Overseas jobs : No end to woes of Nepalis working abroad

Kathmandu. February 6:

Those who opt for foreign employment hope to earn a handsome salary, but a lot of them do not know what is in store for them.

Dev Lal Mukhiya from Dhanusha is one such example. He landed a job in Qatar in 2003. Hired as a mason by Qatar-based Gulf House of Trade and Cont. Co. W.L.L. Gulf Overseas Constultant, he was put to work in a coal mine without his consent. There he fractured his pelvis in an accident. A co-worker died.

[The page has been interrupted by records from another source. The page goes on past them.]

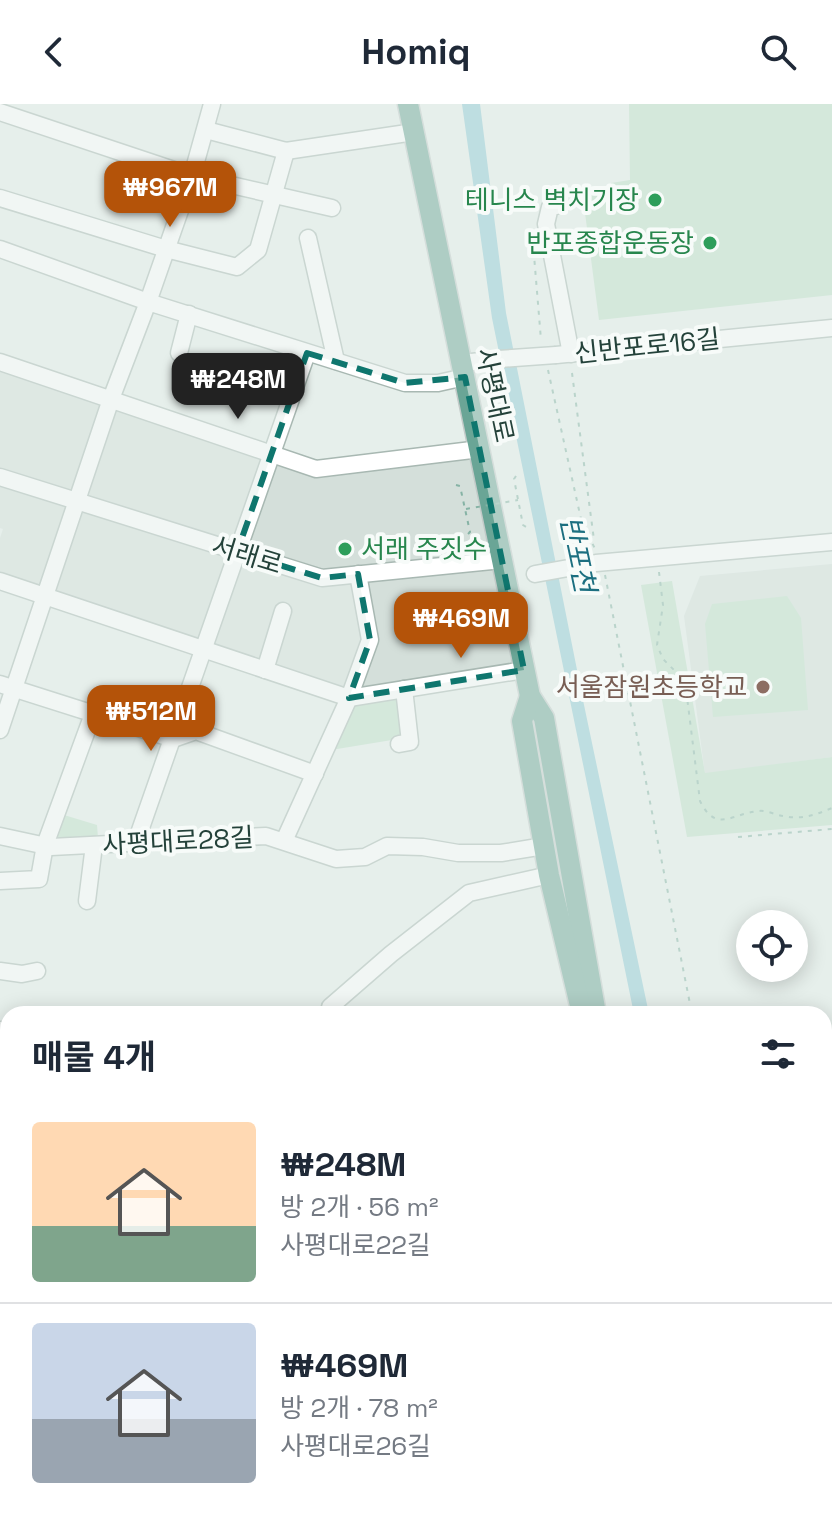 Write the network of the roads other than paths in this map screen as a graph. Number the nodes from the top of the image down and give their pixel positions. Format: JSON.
{"nodes":[{"id":1,"x":212,"y":104,"type":"edge"},
{"id":2,"x":408,"y":104,"type":"edge"},
{"id":3,"x":0,"y":112,"type":"edge"},
{"id":4,"x":206,"y":130,"type":"junction"},
{"id":5,"x":414,"y":132,"type":"junction"},
{"id":6,"x":286,"y":151,"type":"junction"},
{"id":7,"x":192,"y":176,"type":"junction"},
{"id":8,"x":274,"y":194,"type":"junction"},
{"id":9,"x":0,"y":198,"type":"edge"},
{"id":10,"x":556,"y":206,"type":"dead end"},
{"id":11,"x":332,"y":208,"type":"dead end"},
{"id":12,"x":308,"y":238,"type":"dead end"},
{"id":13,"x":0,"y":249,"type":"edge"},
{"id":14,"x":166,"y":249,"type":"junction"},
{"id":15,"x":148,"y":302,"type":"junction"},
{"id":16,"x":189,"y":314,"type":"junction"},
{"id":17,"x":832,"y":328,"type":"edge"},
{"id":18,"x":179,"y":353,"type":"dead end"},
{"id":19,"x":307,"y":353,"type":"junction"},
{"id":20,"x":557,"y":356,"type":"junction"},
{"id":21,"x":336,"y":361,"type":"junction"},
{"id":22,"x":0,"y":362,"type":"edge"},
{"id":23,"x":464,"y":370,"type":"junction"},
{"id":24,"x":111,"y":399,"type":"junction"},
{"id":25,"x":480,"y":449,"type":"junction"},
{"id":26,"x":272,"y":454,"type":"junction"},
{"id":27,"x":0,"y":477,"type":"edge"},
{"id":28,"x":77,"y":501,"type":"junction"},
{"id":29,"x":832,"y":542,"type":"edge"},
{"id":30,"x":237,"y":552,"type":"junction"},
{"id":31,"x":502,"y":560,"type":"junction"},
{"id":32,"x":358,"y":574,"type":"junction"},
{"id":33,"x":535,"y":574,"type":"dead end"},
{"id":34,"x":0,"y":581,"type":"edge"},
{"id":35,"x":45,"y":596,"type":"junction"},
{"id":36,"x":283,"y":611,"type":"dead end"},
{"id":37,"x":202,"y":649,"type":"junction"},
{"id":38,"x":265,"y":670,"type":"junction"},
{"id":39,"x":524,"y":670,"type":"junction"},
{"id":40,"x":7,"y":686,"type":"edge"},
{"id":41,"x":404,"y":689,"type":"junction"},
{"id":42,"x":530,"y":696,"type":"junction"},
{"id":43,"x":349,"y":698,"type":"junction"},
{"id":44,"x":93,"y":714,"type":"junction"},
{"id":45,"x":0,"y":730,"type":"edge"},
{"id":46,"x":173,"y":739,"type":"junction"},
{"id":47,"x":399,"y":744,"type":"dead end"},
{"id":48,"x":315,"y":774,"type":"junction"},
{"id":49,"x":0,"y":836,"type":"edge"},
{"id":50,"x":284,"y":841,"type":"junction"},
{"id":51,"x":136,"y":842,"type":"junction"},
{"id":52,"x":45,"y":845,"type":"junction"},
{"id":53,"x":94,"y":845,"type":"junction"},
{"id":54,"x":544,"y":846,"type":"junction"},
{"id":55,"x":549,"y":875,"type":"junction"},
{"id":56,"x":0,"y":881,"type":"edge"},
{"id":57,"x":87,"y":901,"type":"dead end"},
{"id":58,"x":0,"y":971,"type":"edge"},
{"id":59,"x":37,"y":971,"type":"dead end"},
{"id":60,"x":331,"y":1006,"type":"edge"},
{"id":61,"x":589,"y":1006,"type":"edge"},
{"id":62,"x":590,"y":1006,"type":"edge"}],
"edges":[{"from":1,"to":4,"type":"street"},
{"from":2,"to":5,"type":"main road","name":"사평대로"},
{"from":3,"to":7,"type":"street"},
{"from":4,"to":6,"type":"street"},
{"from":4,"to":7,"type":"street"},
{"from":5,"to":6,"type":"street"},
{"from":5,"to":23,"type":"main road","name":"사평대로"},
{"from":6,"to":8,"type":"street"},
{"from":7,"to":8,"type":"street"},
{"from":7,"to":14,"type":"street"},
{"from":8,"to":11,"type":"street"},
{"from":8,"to":14,"type":"street"},
{"from":9,"to":14,"type":"street"},
{"from":10,"to":20,"type":"street"},
{"from":12,"to":21,"type":"street"},
{"from":13,"to":15,"type":"street","name":"신반포로16길"},
{"from":14,"to":15,"type":"street"},
{"from":15,"to":16,"type":"street","name":"신반포로16길"},
{"from":15,"to":24,"type":"street"},
{"from":16,"to":18,"type":"street"},
{"from":16,"to":19,"type":"street","name":"신반포로16길"},
{"from":17,"to":20,"type":"street","name":"신반포로16길"},
{"from":19,"to":21,"type":"street","name":"신반포로16길"},
{"from":19,"to":26,"type":"street"},
{"from":20,"to":23,"type":"street","name":"신반포로16길","bridge":true},
{"from":21,"to":23,"type":"street","name":"신반포로16길"},
{"from":22,"to":24,"type":"street"},
{"from":23,"to":25,"type":"main road","name":"사평대로"},
{"from":24,"to":26,"type":"street"},
{"from":24,"to":28,"type":"street"},
{"from":25,"to":26,"type":"street"},
{"from":25,"to":31,"type":"main road","name":"사평대로"},
{"from":26,"to":30,"type":"street"},
{"from":27,"to":28,"type":"street","name":"서래로"},
{"from":28,"to":30,"type":"street","name":"서래로"},
{"from":28,"to":35,"type":"street"},
{"from":29,"to":33,"type":"street"},
{"from":30,"to":32,"type":"street","name":"서래로"},
{"from":30,"to":37,"type":"street"},
{"from":31,"to":32,"type":"street","name":"서래로"},
{"from":31,"to":39,"type":"main road","name":"사평대로"},
{"from":32,"to":43,"type":"street"},
{"from":34,"to":35,"type":"street"},
{"from":35,"to":37,"type":"street"},
{"from":35,"to":40,"type":"street"},
{"from":36,"to":38,"type":"street"},
{"from":37,"to":38,"type":"street"},
{"from":37,"to":46,"type":"street"},
{"from":38,"to":43,"type":"street"},
{"from":39,"to":41,"type":"street"},
{"from":39,"to":42,"type":"main road","name":"사평대로"},
{"from":40,"to":44,"type":"street"},
{"from":40,"to":45,"type":"street"},
{"from":41,"to":43,"type":"street"},
{"from":41,"to":47,"type":"street"},
{"from":42,"to":54,"type":"main road","name":"사평대로"},
{"from":42,"to":62,"type":"main road","name":"사평대로"},
{"from":43,"to":48,"type":"street"},
{"from":44,"to":46,"type":"street"},
{"from":44,"to":52,"type":"street"},
{"from":46,"to":48,"type":"street"},
{"from":46,"to":51,"type":"street"},
{"from":48,"to":50,"type":"street"},
{"from":49,"to":52,"type":"street","name":"사평대로28길"},
{"from":50,"to":51,"type":"street","name":"사평대로28길"},
{"from":50,"to":54,"type":"street","name":"사평대로28길"},
{"from":51,"to":53,"type":"street","name":"사평대로28길"},
{"from":52,"to":53,"type":"street","name":"사평대로28길"},
{"from":52,"to":56,"type":"street"},
{"from":53,"to":57,"type":"street"},
{"from":54,"to":55,"type":"main road","name":"사평대로"},
{"from":55,"to":60,"type":"street"},
{"from":55,"to":61,"type":"main road","name":"사평대로"},
{"from":58,"to":59,"type":"street"}]}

“I spent almost two months in the hospital but I was denied medical reimbursement or compensation,” Mukhiya laments. More worrying is that he was forced by the employer to sign a paper to leave Qatar. It’s been four years since his return. He knocked the door of almost all authorities concerned, but in vain. His pelvis injury has healed but he cannot lift anything heavy. He spent a lot of time and money to get compensation from Devendra Bharkher, the middleman who had helped him migrate but couldn’t succeed. His effort to make Gulf Overseas Consultant — the main employing agency responsible — pay also proved futile as the proprietor of the company passed the buck on to the middleman, Bharkher. “If he was a real sufferer, why did not he come then? Why now? He is doing this maybe because my adversaries have incited him to do so,” Propreieter Nirmal Gurung of Gulf Overseas Consultant clarifies. “I have rescued many people who were stranded, there is no way I cannot help him,” he adds.

Every year hundreds of people who go abroad for work are trapped and denied food for long. Some get killed in road accidents, others are implicated in murder cases and other felonies.

DoLEP received a total of 38 complaints from jobseekers against different individuals and manpower agencies, seeking compensation of more than Rs 28.8 million from them. However, compensation of only Rs 1.9 million was given.

According to Madan Mahat, Vice President of Nepal Association for Foreign

Empoyment Agencies, use of unofficial channels to go abroad, ignorance of the traffic laws and other vital information about the employer country are the

main causes of danger and death. According to an unofficial report, 754 Nepali workers died abroad in 2007. Twenty- seven per cent of the deaths were caused by traffict accidents.

“Even Dolma Sherpa who is facing death penalty in Qatar went through an unofficial channel,” Mahat informs.

According to a yet to be released research conducted by People Forum in collaboration with FNIFEM, only 15 per cent of Nepali workers go abroad through manpower agencies. “This practice has to stop now if we want to lessen the untoward incidents faced by Nepali workers,” says he, adding the government of Nepal should strike a deal with India mandating them to stop Nepali workers from flying abroad without permission. According to Mahat, in 90 per cent of the cases foreign employment agencies of Nepal send workers through their counterparts in the recipient countries and therefore there is little they can do to ameliorate the plight of Nepali workes when their counterparts do not abide by the contract.

According to advocate Som Luintel, the newly enacted Foreign Employment Act, 2064, has stringent punishment for unscrupulous agencies and in case the employees are denied their promised salary, the recruiting agency is liable for that but the law has not mentioned any liability for labour-sending Nepali agencies in case of injury and death. In case of work injury, international conventions that guarantee every workers equal right in terms of work and terms on par with employer countries’ citizens can be invoked. But that applies only when the employer country has ratified UN conventions and those are part of their national laws.

“If we can intensify our resolve through intense lobbying, death penalty of Dolma Sherpa can be commuted but for that the government should work with AI, Confederation of Trade Union, International Migration Union and other agencies of the United Nations.” adds Luintel.

The number of Nepali workers leaving for overseas jobs increased by 24.68 per cent in the first six months of this fiscal year compared to the same period in the previous fiscal year. This growth has put Qatar on top of the list. On the other hand, the number of workers opting for Malaysia, the most preferred destination till last year, has nosedived to 23,632, which is a 35.50 per cent decline compared to the figures recorded in the same period last year. The UAE absorbed 9,172 more Nepali workers during the first half of the current fiscal year, an encouraging 83.90 per cent rise from last year.